The presence of anti-CZP antibodies was low in this trial, with only 9 of 215 patients testing positive at week 96 (4.2%). Due to the low numbers of anti-CZP–positive patients, an investigation into the impact of antibody levels on treatment efficacy was not carried out.

This study has a number of limitations, including the lack of a placebo arm beyond week 24, and limitations inherent to the unblinded nature of the open-label study period. Furthermore, no radiographic data are presented here, precluding any analysis of disease progression from nonradiographic axial SpA to AS.

In this study, the rapid improvements in clinical outcomes observed in axial SpA patients treated with CZP over 24 weeks were maintained through the dose-blind phase to week 48 and the open-label extension to week 96 in both the AS and nonradiographic axial SpA subpopulations. This maintenance of efficacy was observed when CZP was administered as either 200 mg every 2 weeks or 400 mg every 4 weeks. The safety profile of CZP in patients with axial SpA over a period of 96 weeks was comparable with that reported over shorter time periods and in other indications, with no new previously unreported safety signals occurring over the 96-week trial period.

Author Contributions

All authors were involved in drafting the article or revising it critically for important intellectual content, and all authors approved the final version to be published. Dr. Sieper had full access to all of the data in the study and takes responsibility for the integrity of the data and the accuracy of the data analysis.

Study conception and design. Sieper, Deodhar, Hoepken.

Acquisition of data. Landewé, Rudwaleit, van der Heijde, Dougados, Mease, Braun, Deodhar, Kivitz, Walsh, Hoepken, Maksymowych.
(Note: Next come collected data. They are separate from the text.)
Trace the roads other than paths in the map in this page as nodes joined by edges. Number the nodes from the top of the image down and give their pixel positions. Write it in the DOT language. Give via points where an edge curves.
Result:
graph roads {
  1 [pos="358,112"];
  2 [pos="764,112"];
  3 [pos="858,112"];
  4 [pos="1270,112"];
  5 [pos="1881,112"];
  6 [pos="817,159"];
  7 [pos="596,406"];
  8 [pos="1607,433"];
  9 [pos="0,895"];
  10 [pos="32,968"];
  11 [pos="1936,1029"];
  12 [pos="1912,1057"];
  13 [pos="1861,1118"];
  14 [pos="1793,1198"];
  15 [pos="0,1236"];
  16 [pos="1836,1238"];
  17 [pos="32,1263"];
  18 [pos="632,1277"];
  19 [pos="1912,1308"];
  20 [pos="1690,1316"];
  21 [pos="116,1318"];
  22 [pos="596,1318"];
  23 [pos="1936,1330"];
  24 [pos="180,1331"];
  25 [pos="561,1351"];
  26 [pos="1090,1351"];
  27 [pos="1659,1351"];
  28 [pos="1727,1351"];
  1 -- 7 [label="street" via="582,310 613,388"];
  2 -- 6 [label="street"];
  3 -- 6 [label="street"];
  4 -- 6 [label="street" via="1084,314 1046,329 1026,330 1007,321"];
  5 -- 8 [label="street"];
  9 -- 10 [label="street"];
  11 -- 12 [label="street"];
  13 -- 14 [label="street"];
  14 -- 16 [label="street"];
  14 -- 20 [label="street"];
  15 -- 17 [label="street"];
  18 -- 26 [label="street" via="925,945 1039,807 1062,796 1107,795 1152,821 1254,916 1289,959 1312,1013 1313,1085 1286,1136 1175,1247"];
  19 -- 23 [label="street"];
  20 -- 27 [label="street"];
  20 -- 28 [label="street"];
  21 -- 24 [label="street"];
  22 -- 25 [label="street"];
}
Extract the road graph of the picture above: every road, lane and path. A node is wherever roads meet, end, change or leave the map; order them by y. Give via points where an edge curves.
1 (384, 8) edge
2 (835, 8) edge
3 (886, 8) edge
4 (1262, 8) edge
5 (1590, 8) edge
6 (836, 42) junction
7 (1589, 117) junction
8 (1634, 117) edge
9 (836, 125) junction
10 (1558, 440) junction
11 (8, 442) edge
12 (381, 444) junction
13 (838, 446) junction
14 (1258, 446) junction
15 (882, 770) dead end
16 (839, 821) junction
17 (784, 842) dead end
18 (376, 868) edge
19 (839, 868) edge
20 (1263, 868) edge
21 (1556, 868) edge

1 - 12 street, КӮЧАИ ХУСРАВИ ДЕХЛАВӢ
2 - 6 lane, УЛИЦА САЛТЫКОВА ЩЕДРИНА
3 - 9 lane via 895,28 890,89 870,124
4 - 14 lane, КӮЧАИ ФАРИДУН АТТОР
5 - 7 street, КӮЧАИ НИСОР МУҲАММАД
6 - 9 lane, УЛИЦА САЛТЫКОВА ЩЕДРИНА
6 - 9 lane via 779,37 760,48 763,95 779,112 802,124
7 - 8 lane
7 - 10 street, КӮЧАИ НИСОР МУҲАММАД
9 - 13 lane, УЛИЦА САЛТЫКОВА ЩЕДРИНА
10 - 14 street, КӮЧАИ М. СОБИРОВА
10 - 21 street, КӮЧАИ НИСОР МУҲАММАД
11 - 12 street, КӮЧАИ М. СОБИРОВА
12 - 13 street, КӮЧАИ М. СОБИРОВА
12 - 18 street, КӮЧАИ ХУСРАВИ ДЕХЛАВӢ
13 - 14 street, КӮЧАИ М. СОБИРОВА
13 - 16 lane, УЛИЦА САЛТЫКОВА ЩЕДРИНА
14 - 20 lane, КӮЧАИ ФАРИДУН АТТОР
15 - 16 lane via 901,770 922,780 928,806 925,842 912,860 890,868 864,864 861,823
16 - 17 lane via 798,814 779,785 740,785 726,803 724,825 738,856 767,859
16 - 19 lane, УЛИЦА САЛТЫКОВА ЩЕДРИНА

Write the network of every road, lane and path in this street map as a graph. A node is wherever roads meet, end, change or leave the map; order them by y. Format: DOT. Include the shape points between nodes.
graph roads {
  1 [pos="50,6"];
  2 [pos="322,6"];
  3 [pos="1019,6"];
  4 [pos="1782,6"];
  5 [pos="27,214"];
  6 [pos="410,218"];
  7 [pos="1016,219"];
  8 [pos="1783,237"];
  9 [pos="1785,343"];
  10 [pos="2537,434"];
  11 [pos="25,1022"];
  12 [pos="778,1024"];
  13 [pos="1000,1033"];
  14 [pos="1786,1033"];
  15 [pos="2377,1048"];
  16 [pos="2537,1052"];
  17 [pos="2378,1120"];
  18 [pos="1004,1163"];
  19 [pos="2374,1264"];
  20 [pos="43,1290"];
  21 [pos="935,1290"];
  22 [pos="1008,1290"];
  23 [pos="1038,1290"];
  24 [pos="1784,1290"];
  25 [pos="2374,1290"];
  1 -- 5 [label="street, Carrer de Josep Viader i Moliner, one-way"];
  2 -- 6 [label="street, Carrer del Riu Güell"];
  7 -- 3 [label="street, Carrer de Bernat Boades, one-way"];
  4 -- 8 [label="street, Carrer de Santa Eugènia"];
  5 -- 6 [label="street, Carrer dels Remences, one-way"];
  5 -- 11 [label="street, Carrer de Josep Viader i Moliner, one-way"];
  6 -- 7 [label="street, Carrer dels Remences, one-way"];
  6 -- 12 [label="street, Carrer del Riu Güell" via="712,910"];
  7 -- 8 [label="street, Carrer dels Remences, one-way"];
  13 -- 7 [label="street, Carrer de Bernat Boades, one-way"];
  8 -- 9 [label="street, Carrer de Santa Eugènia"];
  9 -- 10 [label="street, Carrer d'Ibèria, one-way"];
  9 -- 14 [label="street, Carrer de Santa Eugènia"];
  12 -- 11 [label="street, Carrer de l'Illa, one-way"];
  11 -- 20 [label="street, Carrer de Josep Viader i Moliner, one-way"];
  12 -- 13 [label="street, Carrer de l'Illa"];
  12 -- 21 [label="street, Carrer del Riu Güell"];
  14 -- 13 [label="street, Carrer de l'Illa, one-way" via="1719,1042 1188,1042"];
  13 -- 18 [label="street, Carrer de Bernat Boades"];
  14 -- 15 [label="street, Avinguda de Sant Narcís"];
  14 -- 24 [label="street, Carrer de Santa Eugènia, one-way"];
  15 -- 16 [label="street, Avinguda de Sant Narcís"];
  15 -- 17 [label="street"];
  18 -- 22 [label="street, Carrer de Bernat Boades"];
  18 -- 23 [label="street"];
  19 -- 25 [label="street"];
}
Analysis and interpretation of data. Sieper, Landewé, Rudwaleit, van der Heijde, Dougados, Mease, Braun, Deodhar, Kivitz, Walsh, Hoepken, Nurminen, Maksymowych.

Role of the Study Sponsor

UCB Pharma sponsored the study and the development of the manuscript. In addition to content approval by the authors, UCB signed off on the manuscript following a full review to ensure that the publication did not contain any information which has the potential to damage the intellectual property of UCB.